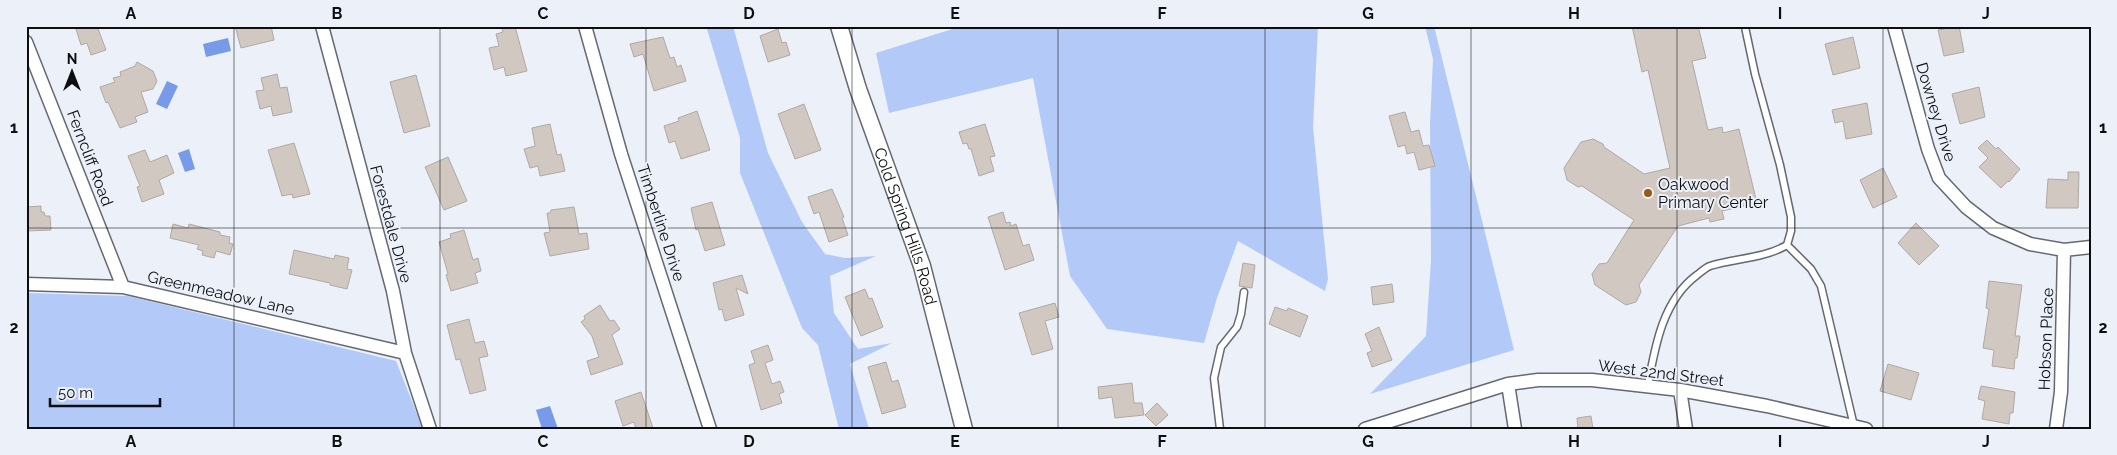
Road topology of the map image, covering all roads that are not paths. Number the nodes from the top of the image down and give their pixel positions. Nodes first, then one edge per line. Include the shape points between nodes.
1 (322, 26) edge
2 (585, 26) edge
3 (839, 26) edge
4 (1894, 26) edge
5 (1745, 27) edge
6 (26, 42) edge
7 (1787, 245) junction
8 (2091, 247) edge
9 (2064, 250) junction
10 (26, 284) edge
11 (123, 287) junction
12 (1244, 292) dead end
13 (405, 353) junction
14 (1508, 384) junction
15 (1648, 385) junction
16 (1680, 390) junction
17 (1858, 428) edge
18 (430, 429) edge
19 (710, 429) edge
20 (964, 429) edge
21 (1220, 429) edge
22 (1365, 429) edge
23 (1515, 429) edge
24 (1686, 429) edge
25 (2056, 429) edge

1 - 13 street, Forestdale Drive via 393,291
2 - 19 street, Timberline Drive via 621,154
3 - 20 street, Cold Spring Hills Road via 858,89 922,266
4 - 9 street, Downey Drive via 1939,178 1966,207 1993,228 2030,244
5 - 7 lane via 1791,217 1792,231
6 - 11 street, Ferncliff Road
7 - 15 lane via 1775,252 1708,267 1690,280 1665,317
7 - 17 lane via 1811,269 1821,286
8 - 9 street, Downey Drive
9 - 25 street, Hobson Place via 2061,392
10 - 11 street, Greenmeadow Lane
11 - 13 street, Greenmeadow Lane
12 - 21 lane via 1237,327 1221,347 1214,378
13 - 18 street, Forestdale Drive
14 - 15 street, West 22nd Street via 1538,380 1592,380
14 - 22 street, West 22nd Street
14 - 23 street
15 - 16 street, West 22nd Street
16 - 17 street, West 22nd Street via 1767,406
16 - 24 street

* _Your assignment_
When you reproduce the entries above, keep every word exact and leave the images out.

* _Result below_
Road topology of the map image, covering all roads that are not paths. Number the nodes from the top of the image down and give their pixel positions. Nodes first, then one edge per line. Include the shape points between nodes.
1 (322, 26) edge
2 (585, 26) edge
3 (839, 26) edge
4 (1894, 26) edge
5 (1745, 27) edge
6 (26, 42) edge
7 (1787, 245) junction
8 (2091, 247) edge
9 (2064, 250) junction
10 (26, 284) edge
11 (123, 287) junction
12 (1244, 292) dead end
13 (405, 353) junction
14 (1508, 384) junction
15 (1648, 385) junction
16 (1680, 390) junction
17 (1858, 428) edge
18 (430, 429) edge
19 (710, 429) edge
20 (964, 429) edge
21 (1220, 429) edge
22 (1365, 429) edge
23 (1515, 429) edge
24 (1686, 429) edge
25 (2056, 429) edge

1 - 13 street, Forestdale Drive via 393,291
2 - 19 street, Timberline Drive via 621,154
3 - 20 street, Cold Spring Hills Road via 858,89 922,266
4 - 9 street, Downey Drive via 1939,178 1966,207 1993,228 2030,244
5 - 7 lane via 1791,217 1792,231
6 - 11 street, Ferncliff Road
7 - 15 lane via 1775,252 1708,267 1690,280 1665,317
7 - 17 lane via 1811,269 1821,286
8 - 9 street, Downey Drive
9 - 25 street, Hobson Place via 2061,392
10 - 11 street, Greenmeadow Lane
11 - 13 street, Greenmeadow Lane
12 - 21 lane via 1237,327 1221,347 1214,378
13 - 18 street, Forestdale Drive
14 - 15 street, West 22nd Street via 1538,380 1592,380
14 - 22 street, West 22nd Street
14 - 23 street
15 - 16 street, West 22nd Street
16 - 17 street, West 22nd Street via 1767,406
16 - 24 street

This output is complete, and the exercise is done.